## WORK INSTRUCTION:
In the listing that follows, give every line again exactly and omit the pictures.

## TASK INPUTS:
[Start of Attachment]
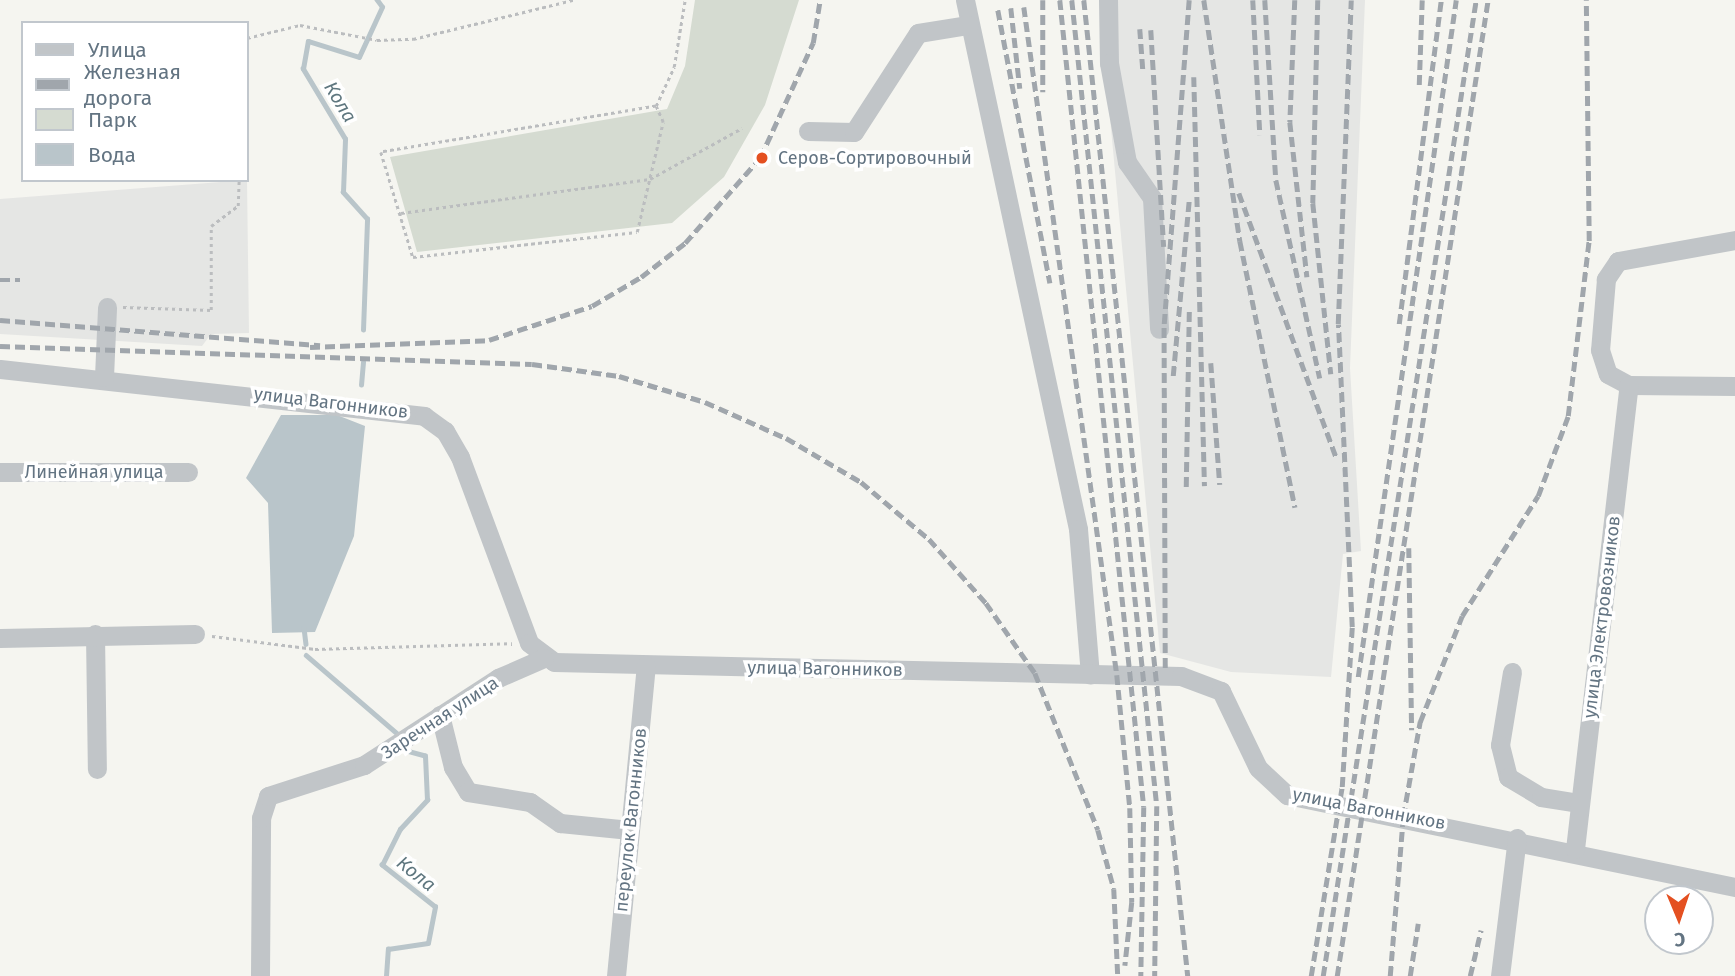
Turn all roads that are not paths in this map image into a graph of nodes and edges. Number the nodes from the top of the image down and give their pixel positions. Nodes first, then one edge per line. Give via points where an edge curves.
1 (965, 0) edge
2 (1108, 0) edge
3 (968, 25) junction
4 (808, 131) dead end
5 (1735, 240) edge
6 (107, 307) road end
7 (1160, 329) dead end
8 (0, 369) edge
9 (104, 377) junction
10 (1629, 385) junction
11 (1735, 386) edge
12 (0, 472) edge
13 (188, 472) dead end
14 (95, 634) junction
15 (195, 635) road end
16 (0, 638) edge
17 (544, 658) junction
18 (646, 665) junction
19 (1512, 672) dead end
20 (1090, 675) junction
21 (440, 715) junction
22 (97, 769) dead end
23 (1580, 803) junction
24 (630, 830) junction
25 (1517, 838) junction
26 (1575, 849) junction
27 (1735, 887) edge
28 (260, 976) edge
29 (616, 976) edge
30 (1500, 976) edge

1 - 3 street
2 - 7 street via 1109,63 1127,162 1152,198
3 - 4 street via 918,33 854,132
3 - 20 street via 1078,529
5 - 10 street via 1629,255 1611,269 1601,350 1608,374
6 - 9 street
8 - 9 street, улица Вагонников
9 - 17 street, улица Вагонников via 424,416 445,431 460,457 529,643
10 - 11 street
10 - 23 street, улица Электровозников
12 - 13 street, Линейная улица
14 - 15 street
14 - 16 street
14 - 22 street
17 - 18 street, улица Вагонников
17 - 21 street, Заречная улица
18 - 20 street, улица Вагонников
18 - 24 street, переулок Вагонников
19 - 23 street via 1500,745 1508,777 1541,797
20 - 25 street, улица Вагонников via 1205,681 1232,706 1258,768 1287,795
21 - 24 street via 453,767 468,792 530,802 560,823
21 - 28 street, Заречная улица via 364,765 268,796 261,818
23 - 26 street, улица Электровозников
24 - 29 street, переулок Вагонников
25 - 26 street, улица Вагонников
25 - 30 street
26 - 27 street, улица Вагонников via 1694,883

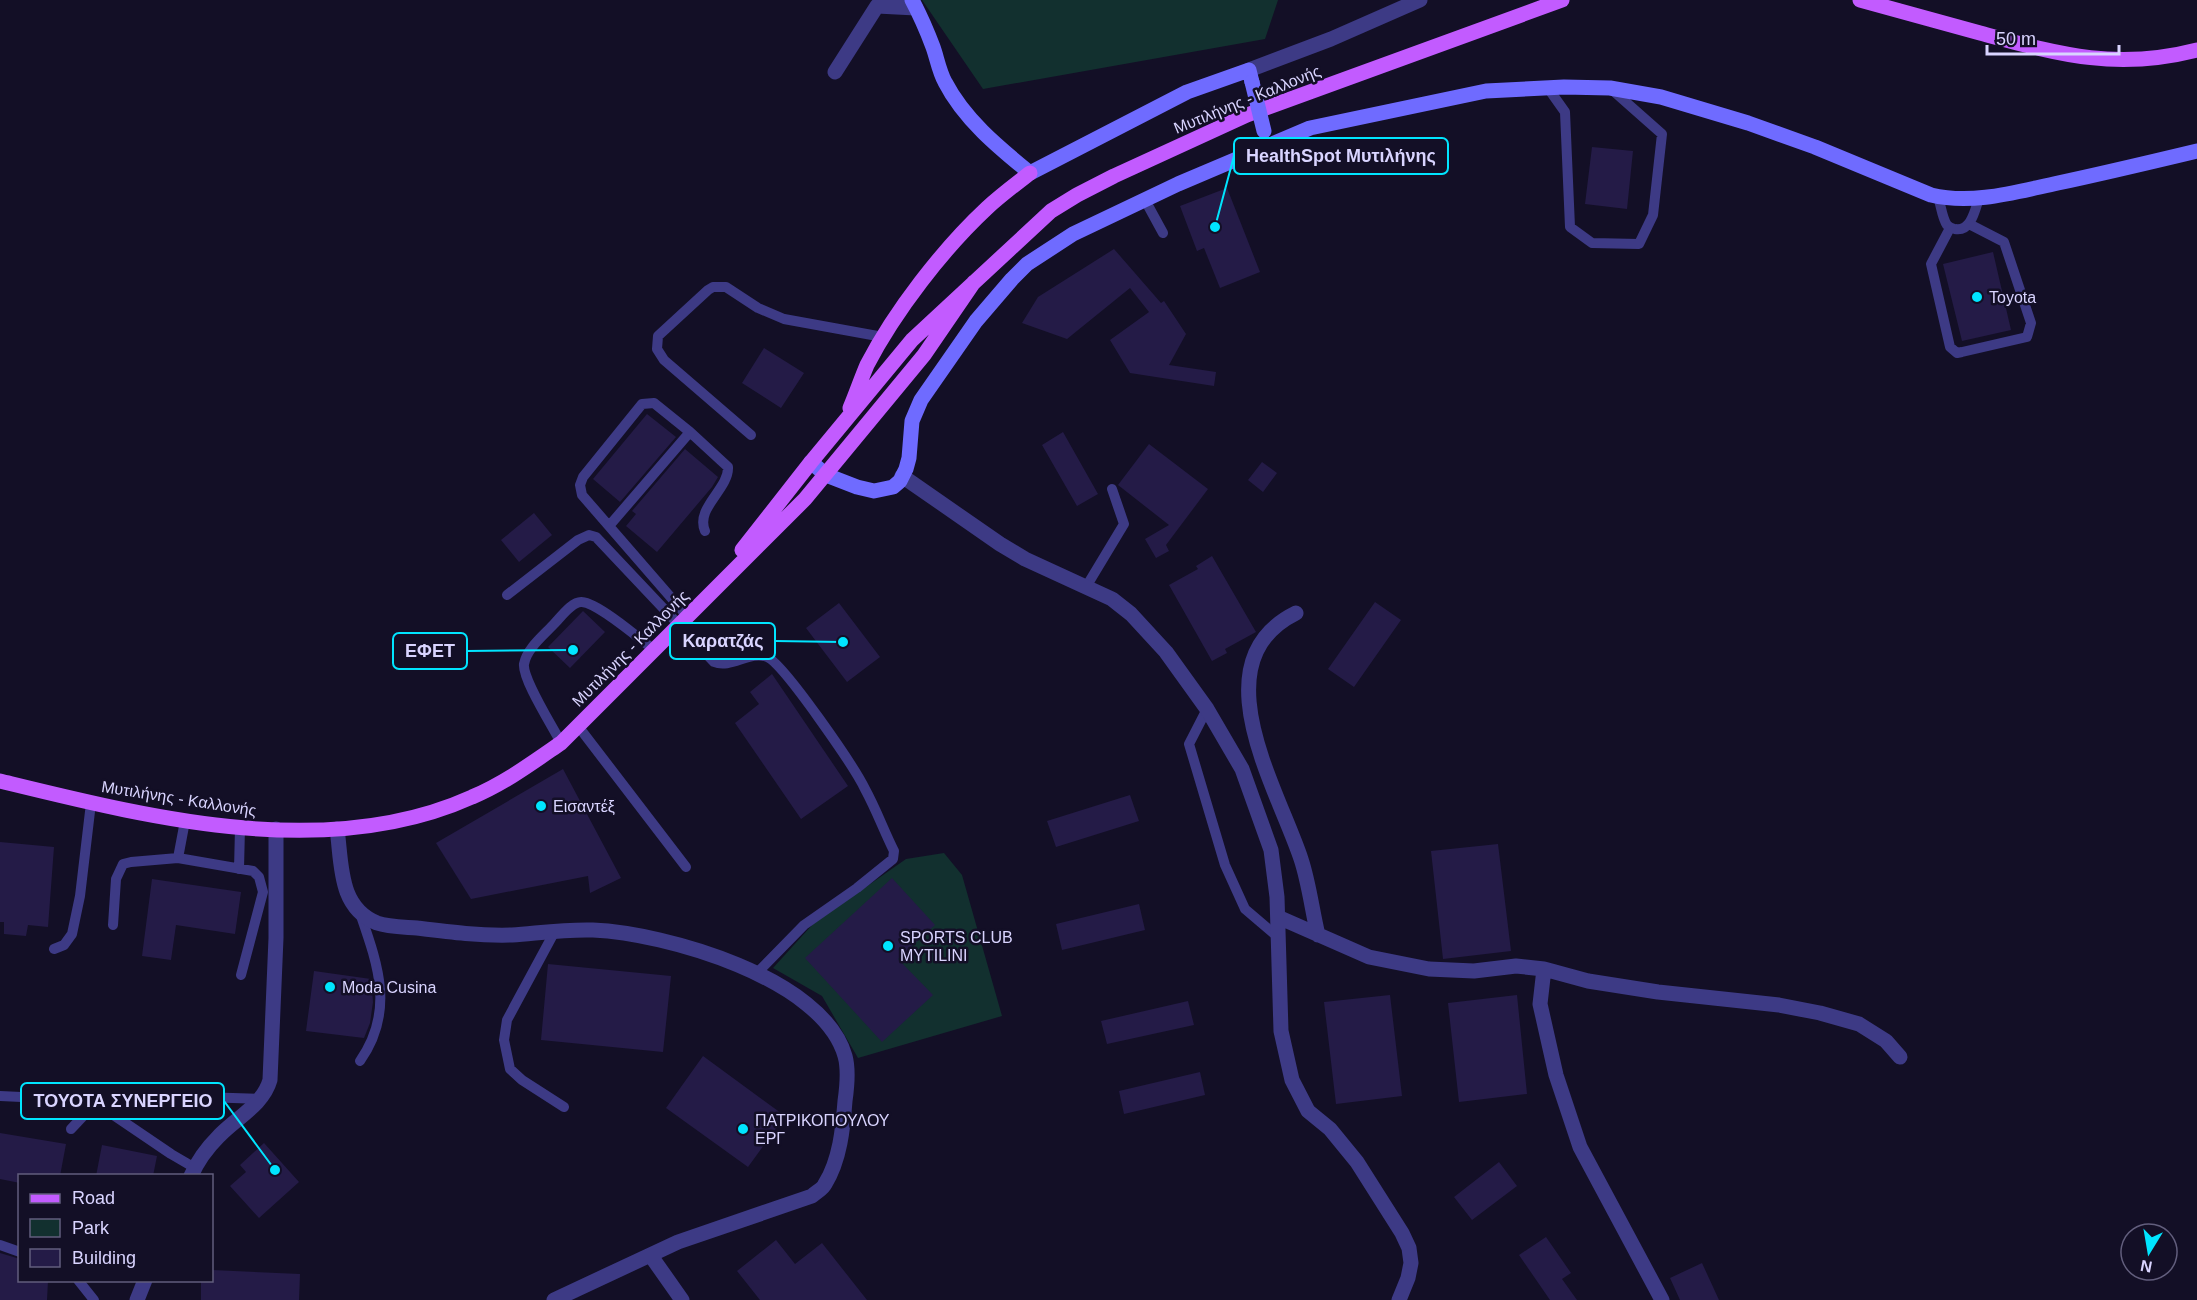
[End of Attachment]
## RESPONSE AREA:
Turn all roads that are not paths in this map image into a graph of nodes and edges. Number the nodes from the top of the image down and give their pixel positions. Nodes first, then one edge per line. Give via points where an edge curves.
1 (965, 0) edge
2 (1108, 0) edge
3 (968, 25) junction
4 (808, 131) dead end
5 (1735, 240) edge
6 (107, 307) road end
7 (1160, 329) dead end
8 (0, 369) edge
9 (104, 377) junction
10 (1629, 385) junction
11 (1735, 386) edge
12 (0, 472) edge
13 (188, 472) dead end
14 (95, 634) junction
15 (195, 635) road end
16 (0, 638) edge
17 (544, 658) junction
18 (646, 665) junction
19 (1512, 672) dead end
20 (1090, 675) junction
21 (440, 715) junction
22 (97, 769) dead end
23 (1580, 803) junction
24 (630, 830) junction
25 (1517, 838) junction
26 (1575, 849) junction
27 (1735, 887) edge
28 (260, 976) edge
29 (616, 976) edge
30 (1500, 976) edge

1 - 3 street
2 - 7 street via 1109,63 1127,162 1152,198
3 - 4 street via 918,33 854,132
3 - 20 street via 1078,529
5 - 10 street via 1629,255 1611,269 1601,350 1608,374
6 - 9 street
8 - 9 street, улица Вагонников
9 - 17 street, улица Вагонников via 424,416 445,431 460,457 529,643
10 - 11 street
10 - 23 street, улица Электровозников
12 - 13 street, Линейная улица
14 - 15 street
14 - 16 street
14 - 22 street
17 - 18 street, улица Вагонников
17 - 21 street, Заречная улица
18 - 20 street, улица Вагонников
18 - 24 street, переулок Вагонников
19 - 23 street via 1500,745 1508,777 1541,797
20 - 25 street, улица Вагонников via 1205,681 1232,706 1258,768 1287,795
21 - 24 street via 453,767 468,792 530,802 560,823
21 - 28 street, Заречная улица via 364,765 268,796 261,818
23 - 26 street, улица Электровозников
24 - 29 street, переулок Вагонников
25 - 26 street, улица Вагонников
25 - 30 street
26 - 27 street, улица Вагонников via 1694,883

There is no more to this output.